Le « bloc-notes européen » d’Albrecht Sonntag, professeur à l’ESSCA Ecole de Management, à Angers, tous les vendredis sur les ondes d'euradio.
Troisième édito en temps de guerre. L’engrenage continue.
Engrenage est bien le mot qui convient.
On assiste, avec un sentiment d’impuissance pénible, à un genre de mécanisme implacable, dans lequel un acte va automatiquement provoquer un autre, produisant ainsi des réactions en chaîne aux conséquences toujours plus dramatiques.
Comment arrêter l’engrenage ? Comment ouvrir la voie à une désescalade ? Comment permettre aux différents partis de sortir de la logique de guerre sans perdre la face ?
Si l’heure n’était pas aussi grave, on aurait presque envie de citer Coluche « Mais jusqu’où s’arrêteront-ils ? » Exclamation géniale, parce qu’elle contient une bonne dose du désarroi et de l’absurde qui caractérisent la situation actuelle.
C’est vrai qu’on se demande jusqu’où Vladimir Poutine veut aller. La menace nucléaire, elle fait froid dans le dos !
Anticiper ce que veut Vladimir Poutine n’est peut-être même pas la tâche la plus difficile. J’aurais tendance à m’en remettre au jugement de Fiona Hill, biographe de Poutine qui a servi dans plusieurs gouvernements américains et qui a été témoin de la dernière rencontre entre Poutine et Trump. Pour elle, c’est limpide : « A chaque fois que vous vous dites ‘il ne va quand même pas faire ça’, il va le faire. »
S’attendre au pire avec une personnalité comme celle du président russe me semble relever du bon sens. C’est ce que nos leaders occidentaux, en première ligne Angela Merkel, ont manqué de faire quand il était peut-être encore temps. A leur décharge, on peut dire qu’ils n’ont fait que suivre l’opinion publique : dans les pays de l’Europe de l’Ouest, les entreprises voulaient faire du business avec la Russie, et les citoyens, si jamais ils avaient la Russie sur le radar, avaient juste envie de vivre en harmonie.
Aux Européens de l’Est, chats échaudés pleins de méfiance, on disait qu’ils étaient trop marqués par leur mémoire du XXème siècle.

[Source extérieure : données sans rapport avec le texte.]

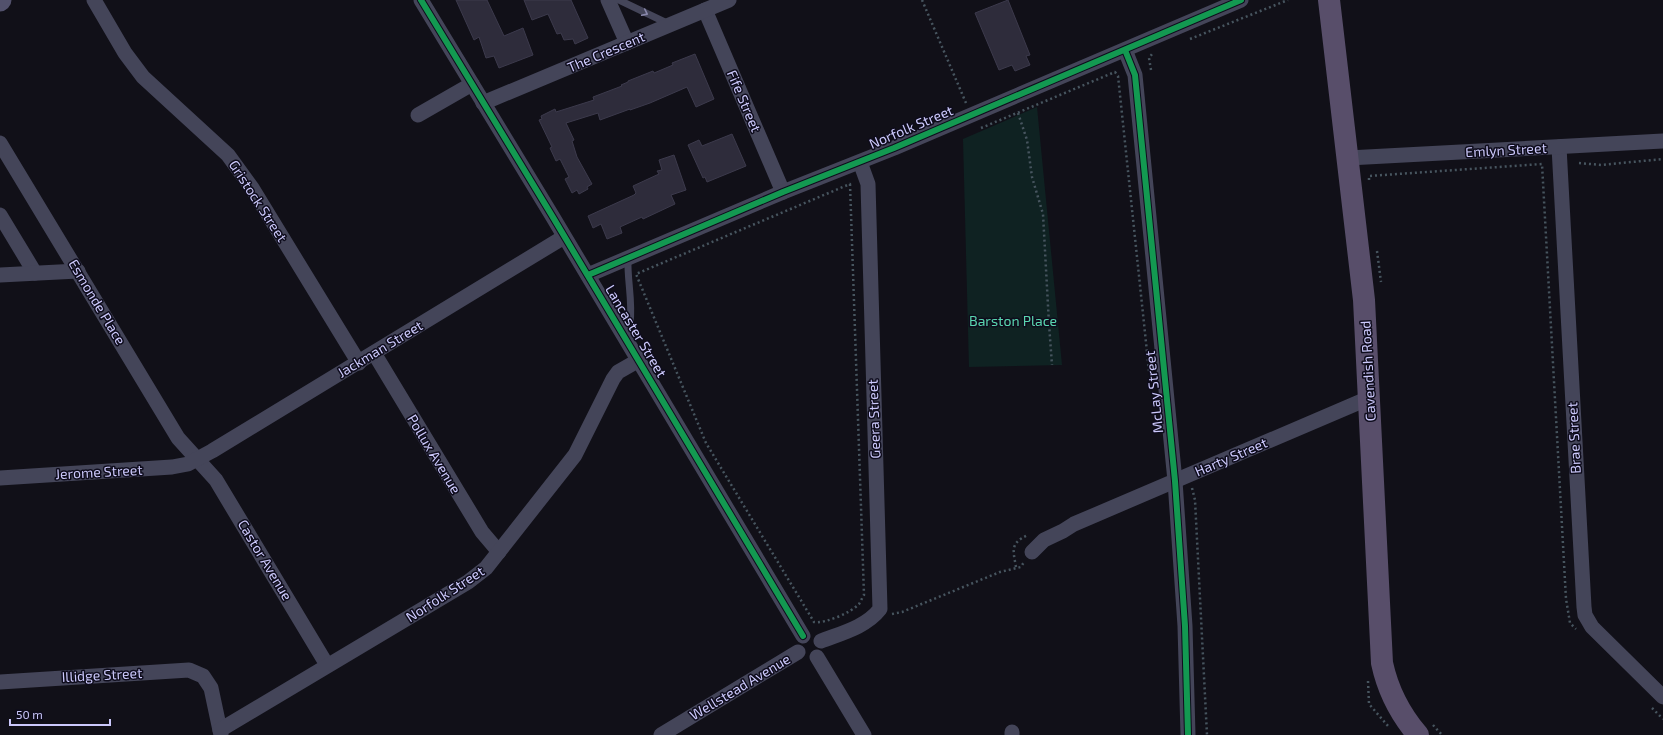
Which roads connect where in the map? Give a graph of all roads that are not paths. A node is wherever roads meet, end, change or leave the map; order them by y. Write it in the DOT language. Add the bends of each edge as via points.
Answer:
graph roads {
  1 [pos="94,0"];
  2 [pos="420,0"];
  3 [pos="608,0"];
  4 [pos="619,0"];
  5 [pos="729,0"];
  6 [pos="1241,0"];
  7 [pos="1329,0"];
  8 [pos="705,10"];
  9 [pos="672,25"];
  10 [pos="627,43"];
  11 [pos="1125,50"];
  12 [pos="472,84"];
  13 [pos="484,103"];
  14 [pos="418,115"];
  15 [pos="1663,141"];
  16 [pos="0,143"];
  17 [pos="1559,147"];
  18 [pos="1348,158"];
  19 [pos="860,162"];
  20 [pos="783,192"];
  21 [pos="0,215"];
  22 [pos="564,237"];
  23 [pos="628,258"];
  24 [pos="78,271"];
  25 [pos="35,273"];
  26 [pos="0,275"];
  27 [pos="588,275"];
  28 [pos="622,330"];
  29 [pos="374,353"];
  30 [pos="639,360"];
  31 [pos="359,363"];
  32 [pos="1369,398"];
  33 [pos="196,460"];
  34 [pos="0,478"];
  35 [pos="1175,481"];
  36 [pos="499,552"];
  37 [pos="1032,552"];
  38 [pos="803,636"];
  39 [pos="821,641"];
  40 [pos="798,652"];
  41 [pos="816,657"];
  42 [pos="327,665"];
  43 [pos="0,682"];
  44 [pos="1663,697"];
  45 [pos="1425,729"];
  46 [pos="221,732"];
  47 [pos="661,735"];
  48 [pos="864,735"];
  49 [pos="1188,735"];
  1 -- 31 [label="street, Gristock Street" via="125,53 143,77 228,155 252,188"];
  2 -- 12 [label="street, Lancaster Street"];
  3 -- 10 [label="street"];
  4 -- 9 [label="lane, one-way"];
  5 -- 8 [label="street, The Crescent"];
  6 -- 11 [label="street, Norfolk Street"];
  7 -- 18 [label="main road, Cavendish Road"];
  8 -- 9 [label="street, The Crescent"];
  8 -- 20 [label="street, Fife Street"];
  9 -- 10 [label="street, The Crescent"];
  10 -- 13 [label="street, The Crescent"];
  11 -- 19 [label="street, Norfolk Street"];
  11 -- 35 [label="street, McLay Street" via="1135,75"];
  12 -- 13 [label="street, Lancaster Street"];
  12 -- 14 [label="street"];
  13 -- 22 [label="street, Lancaster Street"];
  15 -- 17 [label="street, Emlyn Street"];
  16 -- 24 [label="street, Esmonde Place"];
  17 -- 18 [label="street, Emlyn Street"];
  17 -- 44 [label="street, Brae Street" via="1584,608 1592,627"];
  18 -- 32 [label="main road, Cavendish Road" via="1364,300"];
  19 -- 20 [label="street, Norfolk Street"];
  19 -- 39 [label="street, Geera Street" via="868,184 880,609 874,617 862,624"];
  20 -- 23 [label="street, Norfolk Street"];
  21 -- 25 [label="street"];
  22 -- 27 [label="street, Lancaster Street"];
  22 -- 29 [label="street, Jackman Street"];
  23 -- 27 [label="street, Norfolk Street"];
  23 -- 28 [label="lane, Lancaster Street" via="627,273 632,310 630,323"];
  24 -- 25 [label="street"];
  24 -- 33 [label="street, Esmonde Place" via="178,438"];
  25 -- 26 [label="street"];
  27 -- 28 [label="street, Lancaster Street"];
  28 -- 30 [label="street, Lancaster Street"];
  29 -- 31 [label="street, Jackman Street"];
  29 -- 36 [label="street, Pollux Avenue" via="482,532"];
  30 -- 36 [label="street, Norfolk Street" via="618,372 613,378 575,455"];
  30 -- 38 [label="street, Lancaster Street"];
  31 -- 33 [label="street, Jackman Street"];
  32 -- 35 [label="street, Harty Street"];
  32 -- 45 [label="main road, Cavendish Road" via="1382,663 1388,687 1408,723"];
  33 -- 34 [label="street, Jerome Street" via="172,467"];
  33 -- 42 [label="street, Castor Avenue" via="216,480"];
  35 -- 37 [label="street, Harty Street" via="1074,524 1044,540"];
  35 -- 49 [label="street, McLay Street" via="1185,626"];
  36 -- 42 [label="street, Norfolk Street" via="486,568 468,582"];
  38 -- 39 [label="street" via="815,635"];
  38 -- 40 [label="street" via="798,644"];
  39 -- 41 [label="street" via="821,652"];
  40 -- 41 [label="street" via="808,659"];
  40 -- 47 [label="street, Wellstead Avenue"];
  41 -- 48 [label="street"];
  42 -- 46 [label="street, Norfolk Street"];
  43 -- 46 [label="street, Illidge Street" via="189,670 203,676 211,688"];
}
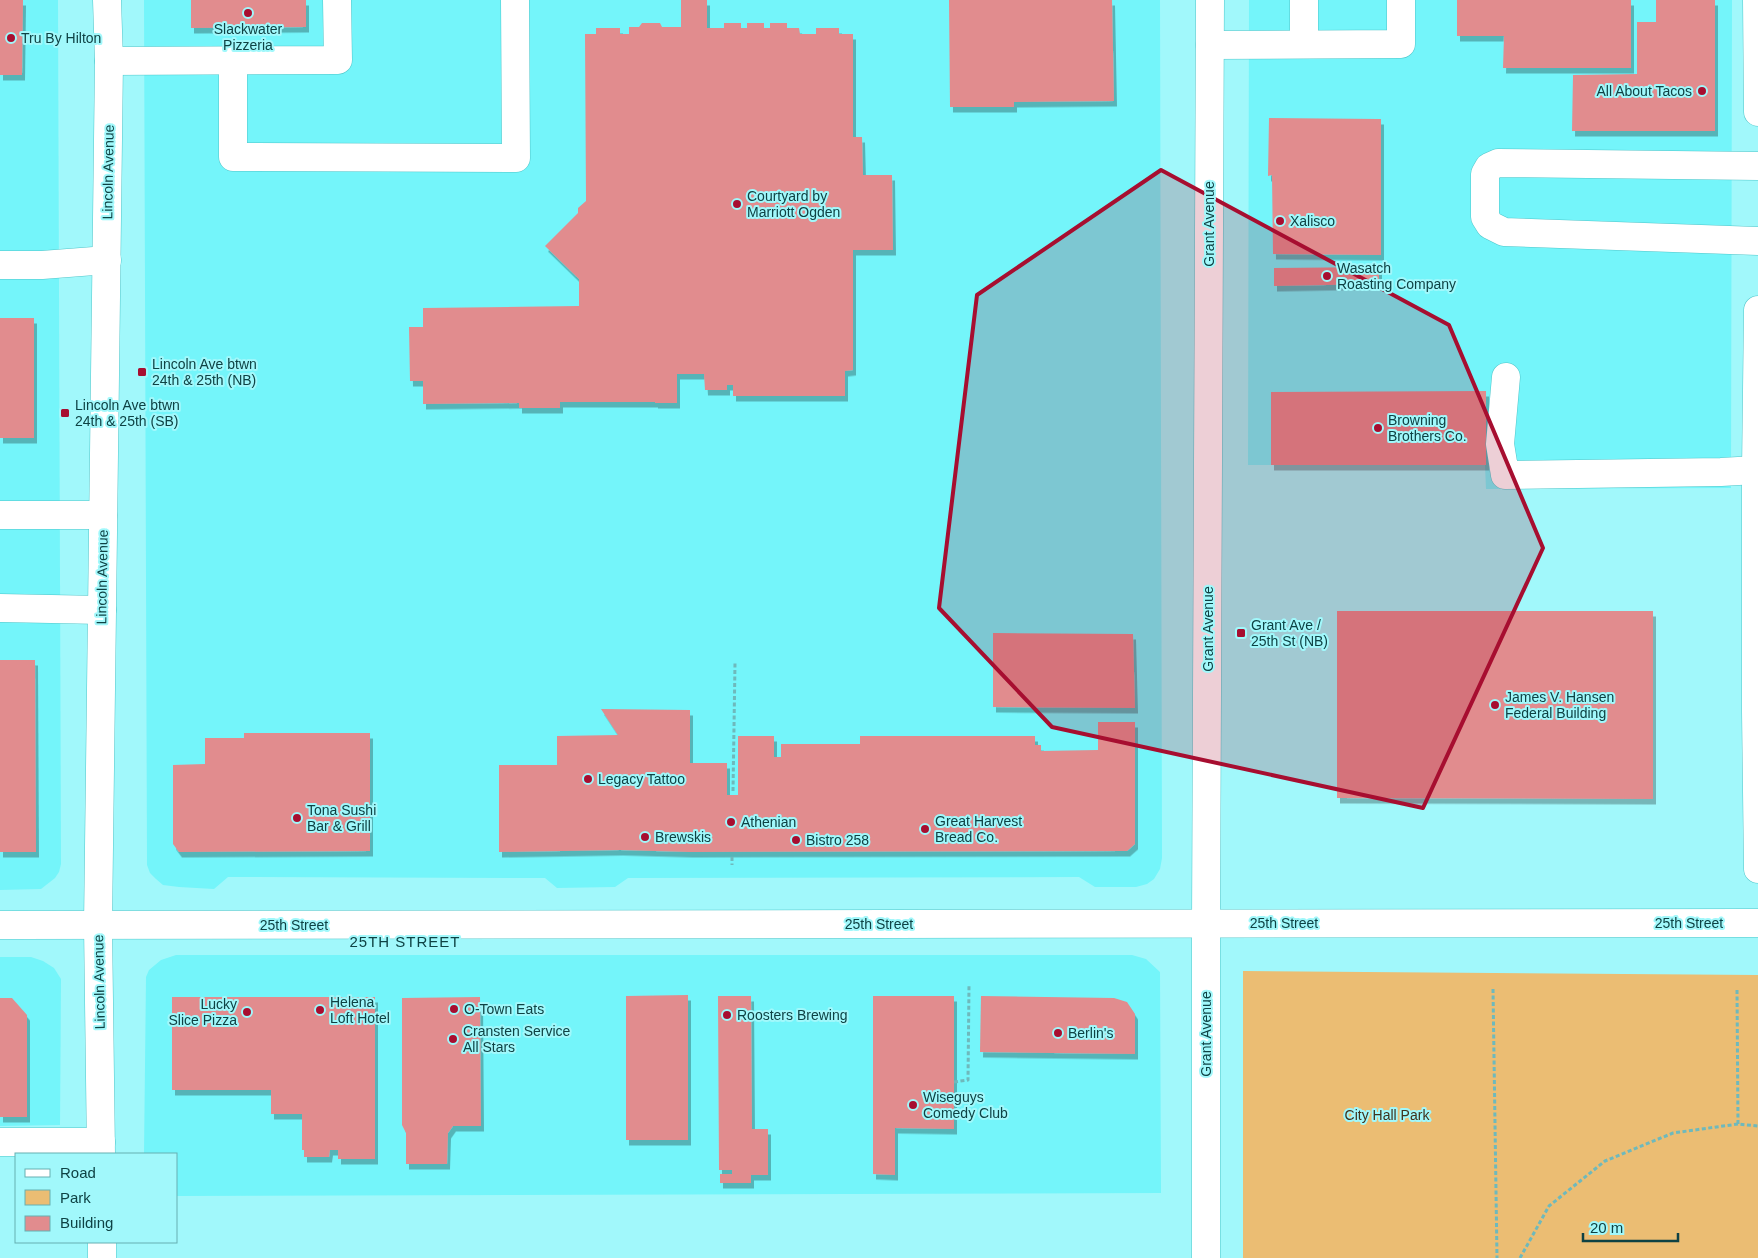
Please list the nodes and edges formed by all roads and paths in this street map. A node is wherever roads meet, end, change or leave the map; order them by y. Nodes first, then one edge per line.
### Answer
1 (107, 0) edge
2 (337, 0) edge
3 (515, 0) edge
4 (1210, 0) edge
5 (1304, 0) edge
6 (1401, 0) edge
7 (1757, 0) edge
8 (1304, 44) junction
9 (1210, 45) junction
10 (109, 61) junction
11 (233, 61) junction
12 (1758, 112) edge
13 (1758, 166) edge
14 (1758, 240) edge
15 (107, 260) junction
16 (0, 265) edge
17 (1758, 310) edge
18 (1506, 378) dead end
19 (1756, 470) junction
20 (0, 515) edge
21 (103, 515) junction
22 (0, 608) edge
23 (102, 610) junction
24 (735, 663) dead end
25 (1757, 712) edge
26 (733, 791) dead end
27 (732, 857) dead end
28 (732, 865) dead end
29 (1758, 869) edge
30 (1758, 923) edge
31 (1206, 924) junction
32 (0, 925) edge
33 (98, 925) junction
34 (969, 985) dead end
35 (1493, 989) dead end
36 (1737, 990) dead end
37 (954, 1082) dead end
38 (1738, 1124) junction
39 (1758, 1126) edge
40 (0, 1142) edge
41 (101, 1148) edge
42 (102, 1243) edge
43 (102, 1258) edge
44 (1206, 1258) edge
45 (1497, 1258) edge
46 (1520, 1258) edge

1 - 10 street, Lincoln Avenue
2 - 11 street
3 - 11 street
4 - 9 street, Grant Avenue
5 - 8 street
6 - 8 street
7 - 12 street
8 - 9 street
9 - 31 street, Grant Avenue
10 - 11 street
10 - 15 street, Lincoln Avenue
13 - 14 street
15 - 16 street
15 - 21 street, Lincoln Avenue
17 - 19 street
18 - 19 street
19 - 25 street
20 - 21 street
21 - 23 street, Lincoln Avenue
22 - 23 street
23 - 33 street, Lincoln Avenue
24 - 26 path
25 - 29 street
27 - 28 path
30 - 31 street, 25th Street
31 - 33 street, 25th Street
31 - 44 street, Grant Avenue
32 - 33 street, 25th Street
33 - 41 street, Lincoln Avenue
34 - 37 path
35 - 45 path
36 - 38 path
38 - 39 path
38 - 46 path
40 - 41 street
42 - 43 street

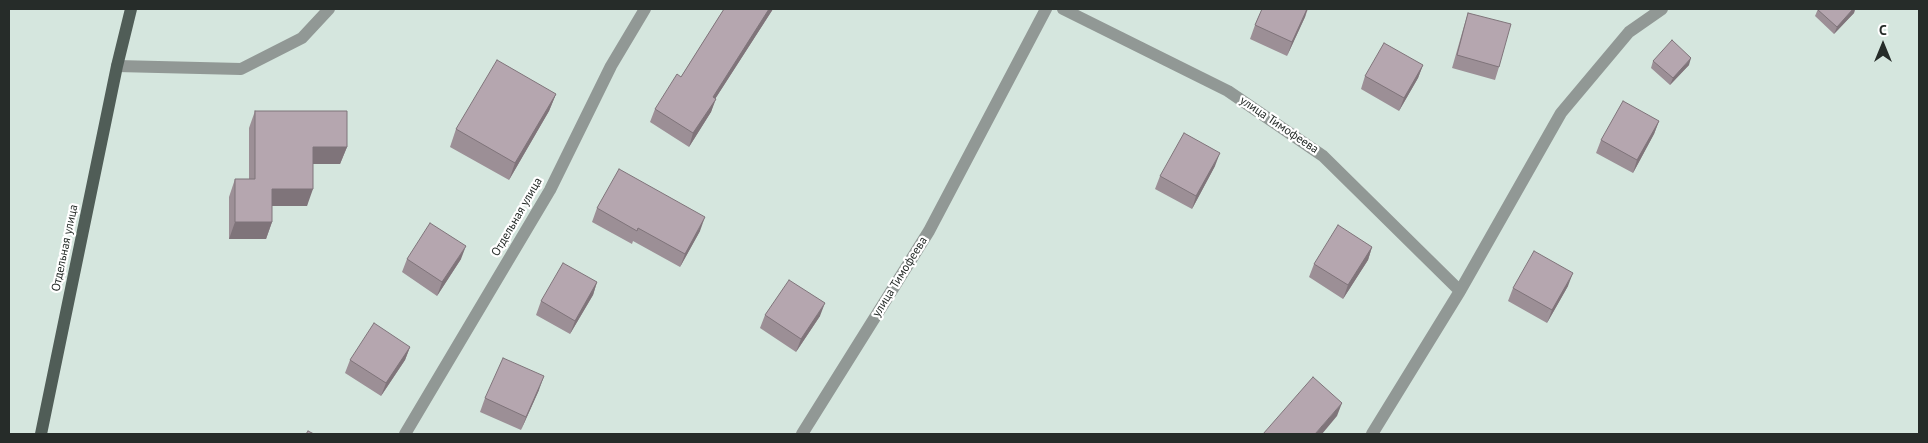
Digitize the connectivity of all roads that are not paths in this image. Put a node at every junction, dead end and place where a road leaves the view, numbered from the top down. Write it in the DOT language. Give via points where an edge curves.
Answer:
graph roads {
  1 [pos="131,9"];
  2 [pos="329,9"];
  3 [pos="645,9"];
  4 [pos="1046,9"];
  5 [pos="1063,9"];
  6 [pos="1662,9"];
  7 [pos="117,66"];
  8 [pos="1460,291"];
  9 [pos="41,434"];
  10 [pos="405,434"];
  11 [pos="802,434"];
  12 [pos="1372,434"];
  1 -- 7 [label="main road, Отдельная улица"];
  2 -- 7 [label="street" via="302,38 242,69"];
  3 -- 10 [label="street, Отдельная улица" via="611,66 550,190"];
  4 -- 11 [label="street, улица Тимофеева" via="929,230"];
  5 -- 8 [label="street, улица Тимофеева" via="1228,91 1323,156"];
  6 -- 8 [label="street" via="1629,32 1561,113"];
  7 -- 9 [label="main road, Отдельная улица"];
  8 -- 12 [label="street"];
}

Après tout, on était bien dans le XXIème désormais.
Le moins qu’on puisse dire est que tant nos leaders que nos opinions publiques ont fini par se réveiller, durement.
Et on a l’impression que si les premiers agissent avec des gestes forts, imposant des sanctions dont ils savent qu’ils feront mal à leurs propres économies, ils le font, encore une fois, surtout sous la pression de l’opinion publique, bouleversée simultanément par les crimes de guerre atroces sur tous leurs écrans, par l’exode désespéré de centaines de milliers de gens comme vous et moi, par la détermination de la résistance des Ukrainiens qu’on devine pourtant condamnée, par l’ébranlement de leurs propres convictions.
Et jusqu’ici, cette opinion publique européenne s’est montrée étonnamment unanime, que ce soit dans son soutien de principe à la cause ukrainienne qui est perçue comme celle de tous ceux qui veulent vivre en liberté et en démocratie, dans sa volonté d’accueillir dignement des réfugiés ukrainiens, ou dans sa demande d’action envers ses dirigeants.
Mais l’est-elle encore dans son refus de la guerre ? Quelle est aujourd’hui la validité du « plus jamais ça » qui a été, ne l’oublions pas, la raison d’être première de la communauté qu’on a construite au cours de ces décennies qu’on appelait « après-guerre » ?
L’opinion publique est, nous le savons bien, sujette à des émotions fortes. Il suffit de passer une demi-heure sur Twitter pour espérer que nos dirigeants n’y vont pas souvent eux-mêmes.
Car le sentiment d’impuissance contre une injustice dramatique engendre des émotions dangereuses. Il génère d’abord une très forte indignation, voire une colère noire contre celui qui en est responsable. Un désir quasi-irrépressible de protéger et de punir, pour rétablir la justice. Et en même temps, il suscite une sensation de honte de ne pas en faire davantage, de rester des spectateurs passifs d’une tragédie insupportable.
Encore heureux que nous ne soyons pas des abrutis ni des cyniques, vous ne trouvez pas ?
Si si, c’est rassurant en quelque sorte. Mais c’est aussi dangereux. Car il reste la question jusqu’où ils s’arrêteront. Je dois vous avouer que je n’en ai aucune idée. Mais je crains qu’à un moment donné, la demande émerge de répondre à la guerre par la guerre. Et qu’elle soit reprise en chœur par les machines d’amplification et de multiplication qui dominent l’espace médiatique aujourd’hui. Que feront alors nos dirigeants ? Sauront-ils résister à l’engrenage ? Car rappelons-le : l’objectif doit être d’en trouver la sortie.